Siguió el convoy surcando el intenso rielaje del ferrocarril. Cuando se acercó a la estación de Villa Hermosa, observé los campos de maíz que reverdecían y en una de las plantas, observé que la panela de paja revoloteaba como una mariposa gigante y se depositaba en la panoja del maíz. Alrededor un campo de lino color glicina mimetizaba la figura de una muchacha que se perdía entre los verdes maizales. Corrí para ver si la podía alcanzar. ¡Imposible! Estaba fusionada con el paisaje. Era un duende místico que deambulaba por los prados. El tren silbó dos veces y comenzó su marcha que fue creciendo hasta dejar una estela de humo que envolvía el paisaje dormido en un sol que agonizaba. Yo, quedé parado en el andén y descubrí que había perdido el rumbo. ¿Cuándo pasaría el próximo convoy? Me senté en un banco de la estación y me quedé dormido. El ruido de una locomotora me despertó al amanecer y vi como subía una muchacha con un vestido de seda color glicina.

 

 

YAKURA SABÍA QUE VENDRÍAN POR ÉL

 

 

            La aldea era pequeña. El mar ocupaba una importante zona de la isla. Los pescadores arreglaban las redes y los canastos de bambú en sus frágiles barcas y miraban con curiosidad y angustia el mar. A veces solían aflorar enormes olas y el mar se enojaba con ellos. Otras veces escaseaba la pesca. Eso traía hambre a los pocos isleños y a sus familias.

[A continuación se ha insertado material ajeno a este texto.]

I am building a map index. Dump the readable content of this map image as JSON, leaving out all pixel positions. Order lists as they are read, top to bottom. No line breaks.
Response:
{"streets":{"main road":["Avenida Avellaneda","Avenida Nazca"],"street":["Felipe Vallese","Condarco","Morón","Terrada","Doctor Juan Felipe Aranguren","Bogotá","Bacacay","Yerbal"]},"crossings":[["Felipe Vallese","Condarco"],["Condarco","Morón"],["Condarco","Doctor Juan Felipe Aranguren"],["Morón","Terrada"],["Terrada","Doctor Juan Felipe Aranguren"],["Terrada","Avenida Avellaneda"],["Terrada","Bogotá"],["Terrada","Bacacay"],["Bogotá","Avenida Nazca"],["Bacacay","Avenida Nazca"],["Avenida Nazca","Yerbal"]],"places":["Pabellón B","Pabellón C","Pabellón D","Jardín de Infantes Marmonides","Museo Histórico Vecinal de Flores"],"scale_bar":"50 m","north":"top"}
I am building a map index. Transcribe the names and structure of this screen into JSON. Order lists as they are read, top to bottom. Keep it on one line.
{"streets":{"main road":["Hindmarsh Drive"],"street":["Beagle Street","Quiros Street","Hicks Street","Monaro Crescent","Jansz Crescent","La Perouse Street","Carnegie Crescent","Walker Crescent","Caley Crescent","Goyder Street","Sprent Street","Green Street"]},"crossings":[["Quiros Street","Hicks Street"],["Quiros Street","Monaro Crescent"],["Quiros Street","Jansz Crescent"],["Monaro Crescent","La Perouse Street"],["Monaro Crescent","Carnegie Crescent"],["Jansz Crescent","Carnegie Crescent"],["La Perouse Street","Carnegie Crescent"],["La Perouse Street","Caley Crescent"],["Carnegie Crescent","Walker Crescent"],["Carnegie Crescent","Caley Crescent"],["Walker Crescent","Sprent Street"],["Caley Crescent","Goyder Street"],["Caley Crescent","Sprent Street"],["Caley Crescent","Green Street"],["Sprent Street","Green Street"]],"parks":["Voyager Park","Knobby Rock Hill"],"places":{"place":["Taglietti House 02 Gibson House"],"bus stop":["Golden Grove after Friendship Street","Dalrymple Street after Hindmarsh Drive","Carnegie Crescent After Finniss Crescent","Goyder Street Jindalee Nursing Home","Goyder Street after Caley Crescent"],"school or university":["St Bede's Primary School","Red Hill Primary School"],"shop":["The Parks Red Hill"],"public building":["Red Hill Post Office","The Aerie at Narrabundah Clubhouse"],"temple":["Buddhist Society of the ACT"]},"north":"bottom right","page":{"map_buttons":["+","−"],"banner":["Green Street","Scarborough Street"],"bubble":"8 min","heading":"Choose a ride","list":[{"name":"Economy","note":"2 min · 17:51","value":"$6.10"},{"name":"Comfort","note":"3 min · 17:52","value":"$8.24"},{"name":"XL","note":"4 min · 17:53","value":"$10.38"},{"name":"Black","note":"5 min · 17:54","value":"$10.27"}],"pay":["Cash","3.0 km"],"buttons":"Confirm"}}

            Un día vieron desde lejos un barco. El velero atracó en el pobre muelle. Venía de tierras lejanas desde el oeste.

            Los pobladores, rústicos y sencillos, se acercaron para ver lo que podían comprar,  a esos raros extranjeros. Especialmente útiles de labranza en metal y calzado fuerte, para los inviernos fríos.

            Descendieron hombres de barba negra y hombres de barba roja. Unos vestidos con pantalones anchos y otros con unas túnicas negras apretadas a la cintura desde donde caía una sarta de pequeñas perlas de madera con un trozo de metal en forma de cruz. Hablaban un idioma extraño pero uno de ellos, en especial, abordó a un pescador y con dificultad le dijo que venían de lejos a traerles una noticia. Él tosco muchachón lo entendió apenas, y le indicó la casa del único que podía entender a los extranjeros. Yakura. Era el mensajero del emperador de la isla Grande, el Gran Señor de su tierra.

            Bajaron los trastos y canjearon productos con los lugareños los hombres de barbas negras. Los de barbas rojas, caminaron lentamente hasta la sima de la montaña donde estaba la casa de Yakura. Éste los recibió con gran ceremonia. Entendía que no lo mandaba su Señor, sino que eran peregrinos y que querían hablar de un tal Nazareno.

            Los acomodó bajo su techo y llamó a Miko, para que les preparara una tina con agua para que se bañaran, tarea ésta que siempre hacían los extranjeros que conocía. Luego les presentó una fuente con pescado cocido y verduras asadas a fuego lento. Bebieron agua de un manantial cercano que bajaba de la cumbre. La montaña era de unos ochocientos metros, pero se notaba que había sido un volcán muerto hacía siglos.

            Así se fueron conociendo. Un mes después uno de los hombres de barba roja se despidió y subiendo al velero marchó rumbo al ocaso. El hombre de barba roja que quedó, se llamaba: Salvador de la Fuente y Márquez. Era jesuita y misionero español.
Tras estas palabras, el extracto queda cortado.